B. Second Embodiment

(37) Referring to FIGS. 9 and 10, a safety needle assembly 200 according to a second embodiment of the disclosure is depicted. In this embodiment, the access port 250 can be positioned in proximity to the distal end 232 of needle housing 206 to align with the diagnostic sampling port 230 when the needle housing 206 is in the first position. Positioning access port 250 in this location enables diagnostic sampling port 230 to be housed within the needle housing 206 in the second position; thereby reducing the likelihood that fluid will spill from the cavity 220 of flash chamber 216 should diagnostic sampling port 230 leak or fail.

C. Third and Fourth Embodiments

(38) Referring to FIGS. 11 and 12, safety needle assemblies 300 and 400 according to a third and fourth embodiment of the disclosure are depicted. Safety needle assemblies 300 and 400 can include removable sample vials 352, 452. In one version, the sample vial 352, 452 can be comprised of a tubular member 354, 454 that selectively couples to access port 350, 450. Tubular member 354, 454 can include a sample vial flash plug 356 to enable air to escape as sample vial 352, 452 fills with fluid. In some versions, the sample vial flash plug 356 can be used in place of or as a replacement for a flash plug positioned within the flash chamber.

(39) In some versions, safety needle assemblies 300 and 400 can include at least one of a protective needle housing 380, 480, a self-contained antiseptic swab, and a tourniquet for treatment and/or preparation of a biological site of a patient. Various catheter insertion devices having protective needle housings, a self-contained antiseptic swabs, and/or tourniquets are disclosed in a concurrently filed application entitled Antiseptic Sheath with Site Preparation Provisions, Ser. No. 15/012,032, which is incorporated by reference herein.

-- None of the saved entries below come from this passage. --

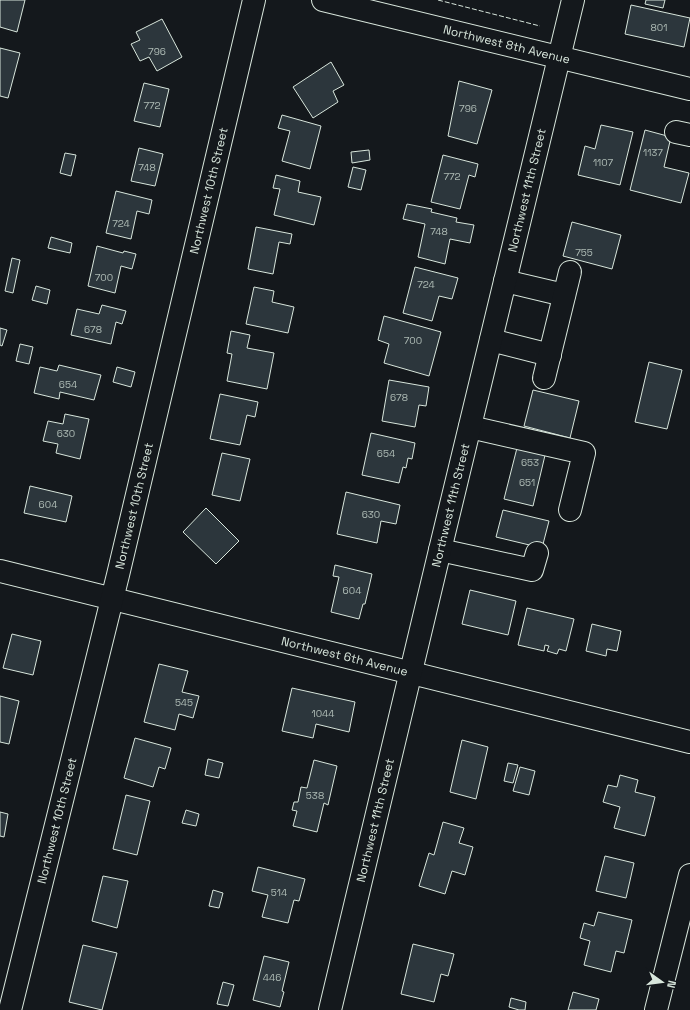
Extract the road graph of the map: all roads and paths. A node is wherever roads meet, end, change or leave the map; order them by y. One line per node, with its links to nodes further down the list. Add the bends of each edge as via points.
1 (254, 0): 17 (street, Northwest 10th Street)
2 (323, 0): 4 (street, Northwest 8th Avenue)
3 (573, 0): 4 (street, Northwest 11th Street)
4 (559, 57): 5 (street, Northwest 8th Avenue); 7 (street, Northwest 11th Street)
5 (690, 90)
6 (570, 272): 8 (street)
7 (505, 281): 8 (street); 9 (street, Northwest 11th Street)
8 (564, 295): 10 (street)
9 (491, 340): 10 (street); 12 (street, Northwest 11th Street)
10 (550, 355): 11 (street)
11 (544, 378)
12 (470, 427): 13 (street, via 584,453); 14 (street, Northwest 11th Street)
13 (570, 510)
14 (440, 550): 15 (street, via 532,570); 18 (street, Northwest 11th Street)
15 (537, 553)
16 (0, 571): 17 (street, Northwest 6th Avenue)
17 (112, 599): 18 (street, Northwest 6th Avenue); 21 (street, Northwest 10th Street)
18 (410, 672): 19 (street, Northwest 6th Avenue); 22 (street, Northwest 11th Street)
19 (690, 742)
20 (690, 875): 23 (street)
21 (10, 1010)
22 (330, 1010)
23 (656, 1010)

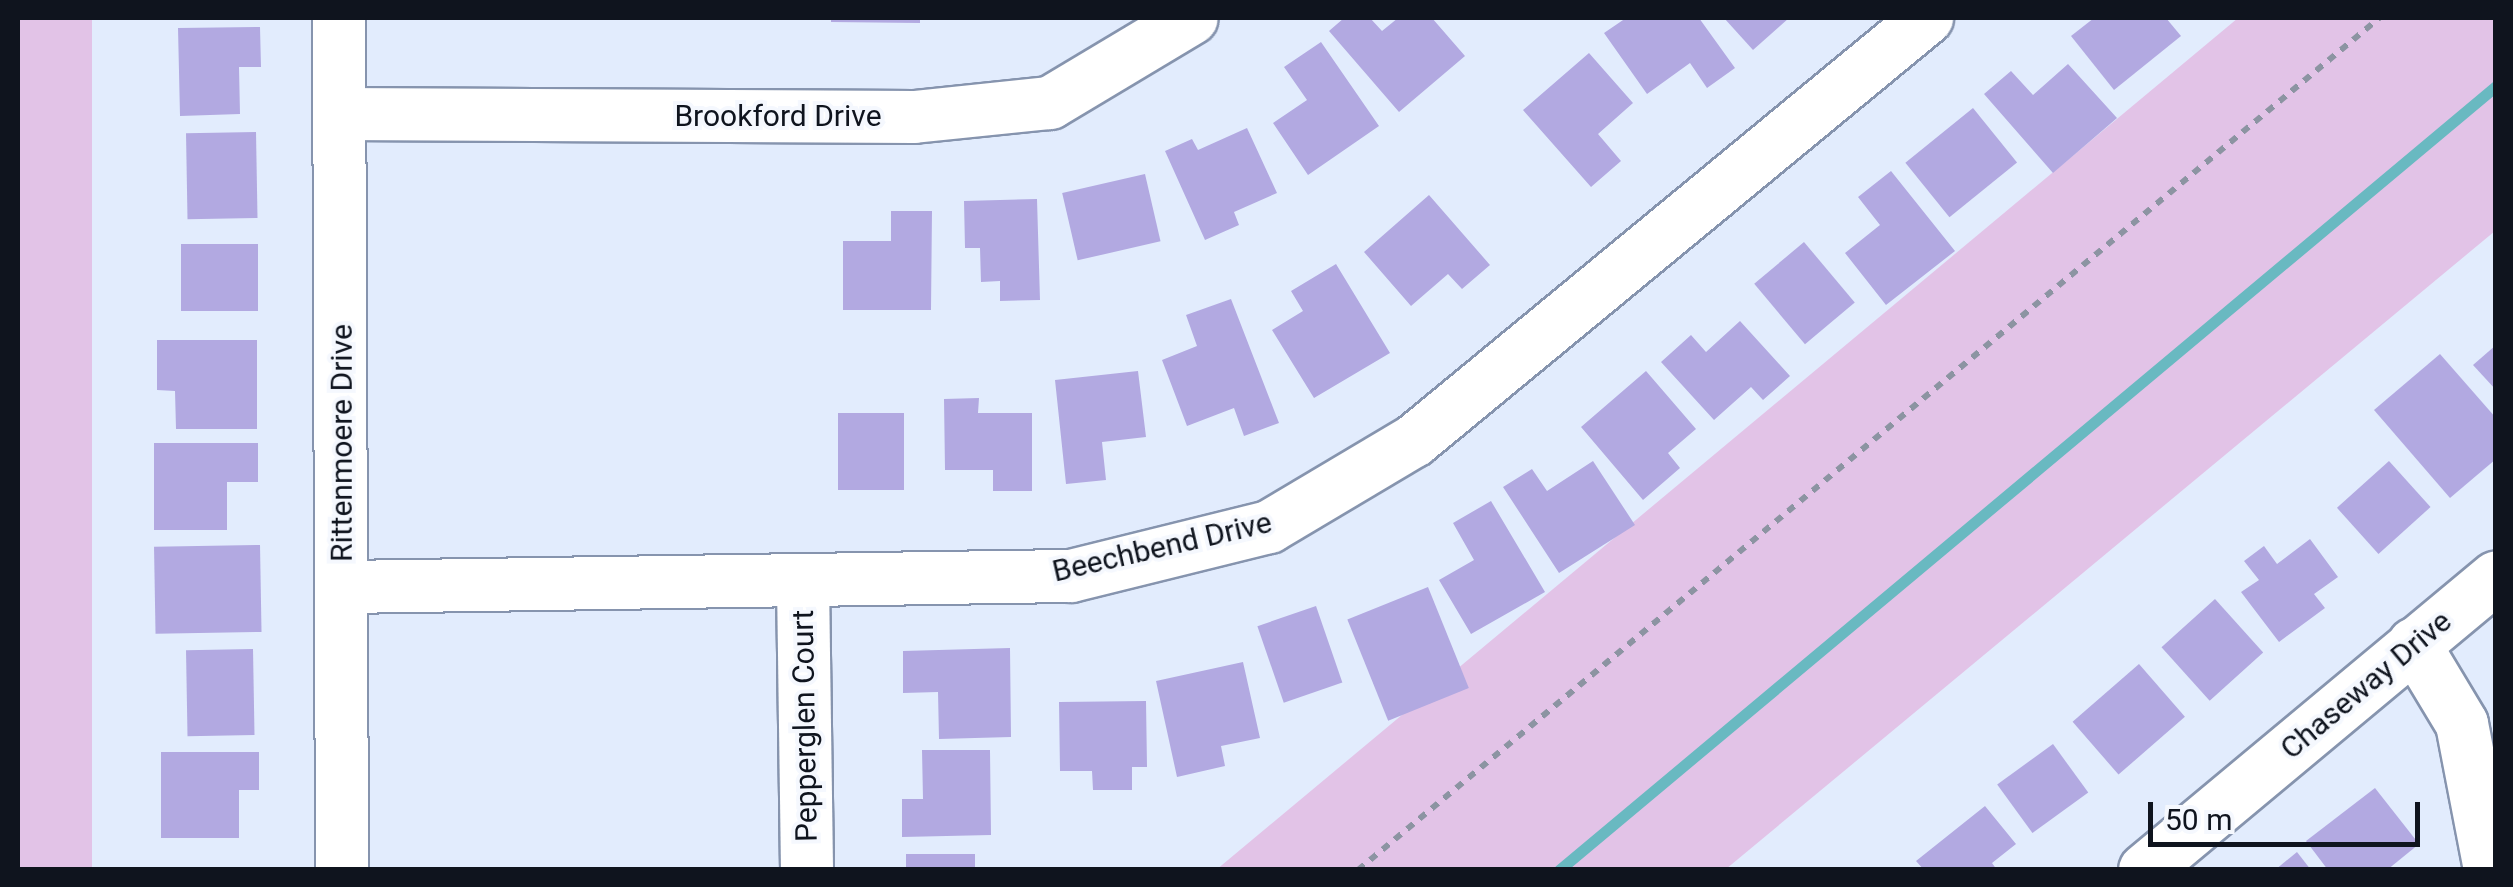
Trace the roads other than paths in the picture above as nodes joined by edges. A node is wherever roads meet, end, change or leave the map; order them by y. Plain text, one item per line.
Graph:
1 (339, 18) edge
2 (1192, 18) edge
3 (1926, 18) edge
4 (340, 114) junction
5 (2496, 578) edge
6 (803, 582) junction
7 (344, 587) junction
8 (2414, 644) junction
9 (342, 870) edge
10 (808, 870) edge
11 (2145, 870) edge
12 (2490, 870) edge

1 - 4 street, Rittenmoere Drive
2 - 4 street, Brookford Drive
3 - 6 street, Beechbend Drive
4 - 7 street, Rittenmoere Drive
5 - 8 street, Chaseway Drive
6 - 7 street, Beechbend Drive
6 - 10 street, Pepperglen Court
7 - 9 street, Rittenmoere Drive
8 - 11 street, Chaseway Drive
8 - 12 street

D. Fifth and Sixth Embodiments

(40) Referring to FIGS. 13A-B and 14A-B, safety needle assemblies 500 and 600 according to a fifth and sixth embodiment of the disclosure are depicted. Safety needle assemblies 500 and 600 can include fluid sampling strips 558, 658, such as a blood glucose monitoring test strip or other similar test strip, device or mechanism, which can be pre-inserted into access port 550, 650 and/or diagnostic sampling port 530, 630. In one embodiment, fluid sampling strip 558, 658 includes a portion 560, 660 that is designed to collect fluid through capillary action, and another portion with electrical contacts (as depicted in FIG. 15) for connection with one or more fluid analyzers. In other embodiments, fluid sampling strip 558, 658 can begin as one color, such as white, and change color based on a chemical reaction with the fluid sample. In some embodiments, the fluid sampling strip 558, 658 is never removed from the safety needle assembly 500 or 600.

E. Seventh Embodiment

(41) Referring to FIG. 15, a safety needle assembly 700 according to a seventh embodiment of the disclosure is depicted. In this embodiment, fluid sampling strip 758 can pass through flash plug 722 at the proximal end 728 of cavity 720. In this embodiment, fluid sampling strip 758 is rolled or sized to fit within the internal diameter of cavity 720. Electrical contacts 762 of the fluid sampling strip 758 can protrude from the proximal end 734 of needle housing 706 for connection with a fluid analyzer. In one embodiment, safety needle assembly 700 can include an end cap 764 that operably couples to needle housing 706 or needle hub 704 to selectively restrict access to electrical contacts 762. In one embodiment, the fluid sampling strip 758 can be fixedly coupled to the end cap 764 so that after the end cap 764 is removed from needle housing 706, the electrical contacts 762 can be connected with a fluid analyzer while safety needle assembly 700 can be safely disposed of.

F. Eighth Embodiment

(42) Referring to FIG. 16-18, a safety needle assembly 800 according to an eighth embodiment of the disclosure is depicted. In this embodiment, an end cap 864 can be hingedly coupled to needle hub 804. For example, end cap 864 can be coupled to needle hub 804 via a pivotal coupling 866, such as a pivot, hinge or living hinge. In other embodiments, end cap 864 selectively couples to needle hub 804 though a friction or snap fitting. In some embodiments, end cap 864 further includes a latch 868 configured to secure one or both sides of end cap 864 to needle hub 804.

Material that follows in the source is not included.